- _Problem to work on_
Every entry needs to be duplicated exactly.

---

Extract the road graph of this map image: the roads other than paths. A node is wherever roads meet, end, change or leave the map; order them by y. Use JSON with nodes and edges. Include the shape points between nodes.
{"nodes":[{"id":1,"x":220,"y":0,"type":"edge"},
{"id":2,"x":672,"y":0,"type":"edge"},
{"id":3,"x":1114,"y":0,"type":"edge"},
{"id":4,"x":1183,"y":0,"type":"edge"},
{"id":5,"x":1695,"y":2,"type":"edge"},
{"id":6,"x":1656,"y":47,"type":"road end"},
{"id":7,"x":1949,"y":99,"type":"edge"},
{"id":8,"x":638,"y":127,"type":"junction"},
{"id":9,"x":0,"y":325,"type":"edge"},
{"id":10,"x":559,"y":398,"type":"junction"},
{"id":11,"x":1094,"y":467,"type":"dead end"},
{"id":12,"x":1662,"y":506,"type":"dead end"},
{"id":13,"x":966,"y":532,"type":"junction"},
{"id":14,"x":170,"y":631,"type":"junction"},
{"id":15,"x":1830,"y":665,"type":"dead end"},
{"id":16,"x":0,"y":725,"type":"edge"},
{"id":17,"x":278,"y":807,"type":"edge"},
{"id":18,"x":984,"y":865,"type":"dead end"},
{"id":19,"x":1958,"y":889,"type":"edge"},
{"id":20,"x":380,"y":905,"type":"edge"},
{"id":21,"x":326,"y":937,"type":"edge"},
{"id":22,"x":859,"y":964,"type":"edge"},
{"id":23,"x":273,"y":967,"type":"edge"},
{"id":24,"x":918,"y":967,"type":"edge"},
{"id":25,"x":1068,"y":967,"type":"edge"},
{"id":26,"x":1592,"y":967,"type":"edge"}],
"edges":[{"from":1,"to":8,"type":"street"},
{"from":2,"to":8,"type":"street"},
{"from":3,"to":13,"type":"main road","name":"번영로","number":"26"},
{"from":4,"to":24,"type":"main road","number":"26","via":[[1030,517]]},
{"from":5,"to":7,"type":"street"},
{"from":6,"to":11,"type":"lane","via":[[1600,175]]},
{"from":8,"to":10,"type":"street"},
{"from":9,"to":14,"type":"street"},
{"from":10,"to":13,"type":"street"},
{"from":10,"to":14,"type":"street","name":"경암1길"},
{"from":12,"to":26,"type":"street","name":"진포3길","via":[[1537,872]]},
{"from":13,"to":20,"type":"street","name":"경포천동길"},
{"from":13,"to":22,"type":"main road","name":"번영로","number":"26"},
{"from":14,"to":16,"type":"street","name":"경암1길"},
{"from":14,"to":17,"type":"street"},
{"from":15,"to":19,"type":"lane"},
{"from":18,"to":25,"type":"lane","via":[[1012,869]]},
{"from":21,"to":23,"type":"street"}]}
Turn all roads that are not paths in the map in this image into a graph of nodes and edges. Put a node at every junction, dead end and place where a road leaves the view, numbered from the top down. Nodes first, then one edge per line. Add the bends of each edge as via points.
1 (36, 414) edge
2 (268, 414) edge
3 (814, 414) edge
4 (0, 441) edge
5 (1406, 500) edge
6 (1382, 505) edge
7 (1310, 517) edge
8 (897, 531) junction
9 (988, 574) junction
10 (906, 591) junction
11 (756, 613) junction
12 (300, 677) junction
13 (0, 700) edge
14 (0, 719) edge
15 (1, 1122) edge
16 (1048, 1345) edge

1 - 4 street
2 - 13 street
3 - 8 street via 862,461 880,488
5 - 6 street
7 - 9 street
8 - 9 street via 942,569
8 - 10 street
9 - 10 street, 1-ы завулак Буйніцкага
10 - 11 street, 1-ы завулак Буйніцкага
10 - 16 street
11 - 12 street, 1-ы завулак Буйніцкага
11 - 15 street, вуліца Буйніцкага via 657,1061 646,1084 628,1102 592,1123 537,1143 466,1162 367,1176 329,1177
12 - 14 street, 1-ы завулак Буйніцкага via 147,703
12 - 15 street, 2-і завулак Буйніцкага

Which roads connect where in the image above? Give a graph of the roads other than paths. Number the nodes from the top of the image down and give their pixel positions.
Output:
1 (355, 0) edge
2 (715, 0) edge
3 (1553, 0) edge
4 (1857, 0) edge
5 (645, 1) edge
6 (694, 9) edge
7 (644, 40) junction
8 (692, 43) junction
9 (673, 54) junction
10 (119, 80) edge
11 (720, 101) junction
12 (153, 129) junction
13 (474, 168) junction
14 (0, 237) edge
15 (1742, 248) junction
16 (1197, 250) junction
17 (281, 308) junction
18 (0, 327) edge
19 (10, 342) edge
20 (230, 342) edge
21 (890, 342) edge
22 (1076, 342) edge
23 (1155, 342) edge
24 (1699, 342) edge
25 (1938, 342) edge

---

- _Exercise output_
Extract the road graph of this map image: the roads other than paths. A node is wherever roads meet, end, change or leave the map; order them by y. Use JSON with nodes and edges. Include the shape points between nodes.
{"nodes":[{"id":1,"x":220,"y":0,"type":"edge"},
{"id":2,"x":672,"y":0,"type":"edge"},
{"id":3,"x":1114,"y":0,"type":"edge"},
{"id":4,"x":1183,"y":0,"type":"edge"},
{"id":5,"x":1695,"y":2,"type":"edge"},
{"id":6,"x":1656,"y":47,"type":"road end"},
{"id":7,"x":1949,"y":99,"type":"edge"},
{"id":8,"x":638,"y":127,"type":"junction"},
{"id":9,"x":0,"y":325,"type":"edge"},
{"id":10,"x":559,"y":398,"type":"junction"},
{"id":11,"x":1094,"y":467,"type":"dead end"},
{"id":12,"x":1662,"y":506,"type":"dead end"},
{"id":13,"x":966,"y":532,"type":"junction"},
{"id":14,"x":170,"y":631,"type":"junction"},
{"id":15,"x":1830,"y":665,"type":"dead end"},
{"id":16,"x":0,"y":725,"type":"edge"},
{"id":17,"x":278,"y":807,"type":"edge"},
{"id":18,"x":984,"y":865,"type":"dead end"},
{"id":19,"x":1958,"y":889,"type":"edge"},
{"id":20,"x":380,"y":905,"type":"edge"},
{"id":21,"x":326,"y":937,"type":"edge"},
{"id":22,"x":859,"y":964,"type":"edge"},
{"id":23,"x":273,"y":967,"type":"edge"},
{"id":24,"x":918,"y":967,"type":"edge"},
{"id":25,"x":1068,"y":967,"type":"edge"},
{"id":26,"x":1592,"y":967,"type":"edge"}],
"edges":[{"from":1,"to":8,"type":"street"},
{"from":2,"to":8,"type":"street"},
{"from":3,"to":13,"type":"main road","name":"번영로","number":"26"},
{"from":4,"to":24,"type":"main road","number":"26","via":[[1030,517]]},
{"from":5,"to":7,"type":"street"},
{"from":6,"to":11,"type":"lane","via":[[1600,175]]},
{"from":8,"to":10,"type":"street"},
{"from":9,"to":14,"type":"street"},
{"from":10,"to":13,"type":"street"},
{"from":10,"to":14,"type":"street","name":"경암1길"},
{"from":12,"to":26,"type":"street","name":"진포3길","via":[[1537,872]]},
{"from":13,"to":20,"type":"street","name":"경포천동길"},
{"from":13,"to":22,"type":"main road","name":"번영로","number":"26"},
{"from":14,"to":16,"type":"street","name":"경암1길"},
{"from":14,"to":17,"type":"street"},
{"from":15,"to":19,"type":"lane"},
{"from":18,"to":25,"type":"lane","via":[[1012,869]]},
{"from":21,"to":23,"type":"street"}]}
Turn all roads that are not paths in the map in this image into a graph of nodes and edges. Put a node at every junction, dead end and place where a road leaves the view, numbered from the top down. Nodes first, then one edge per line. Add the bends of each edge as via points.
1 (36, 414) edge
2 (268, 414) edge
3 (814, 414) edge
4 (0, 441) edge
5 (1406, 500) edge
6 (1382, 505) edge
7 (1310, 517) edge
8 (897, 531) junction
9 (988, 574) junction
10 (906, 591) junction
11 (756, 613) junction
12 (300, 677) junction
13 (0, 700) edge
14 (0, 719) edge
15 (1, 1122) edge
16 (1048, 1345) edge

1 - 4 street
2 - 13 street
3 - 8 street via 862,461 880,488
5 - 6 street
7 - 9 street
8 - 9 street via 942,569
8 - 10 street
9 - 10 street, 1-ы завулак Буйніцкага
10 - 11 street, 1-ы завулак Буйніцкага
10 - 16 street
11 - 12 street, 1-ы завулак Буйніцкага
11 - 15 street, вуліца Буйніцкага via 657,1061 646,1084 628,1102 592,1123 537,1143 466,1162 367,1176 329,1177
12 - 14 street, 1-ы завулак Буйніцкага via 147,703
12 - 15 street, 2-і завулак Буйніцкага

Which roads connect where in the image above? Give a graph of the roads other than paths. Number the nodes from the top of the image down and give their pixel positions.
Output:
1 (355, 0) edge
2 (715, 0) edge
3 (1553, 0) edge
4 (1857, 0) edge
5 (645, 1) edge
6 (694, 9) edge
7 (644, 40) junction
8 (692, 43) junction
9 (673, 54) junction
10 (119, 80) edge
11 (720, 101) junction
12 (153, 129) junction
13 (474, 168) junction
14 (0, 237) edge
15 (1742, 248) junction
16 (1197, 250) junction
17 (281, 308) junction
18 (0, 327) edge
19 (10, 342) edge
20 (230, 342) edge
21 (890, 342) edge
22 (1076, 342) edge
23 (1155, 342) edge
24 (1699, 342) edge
25 (1938, 342) edge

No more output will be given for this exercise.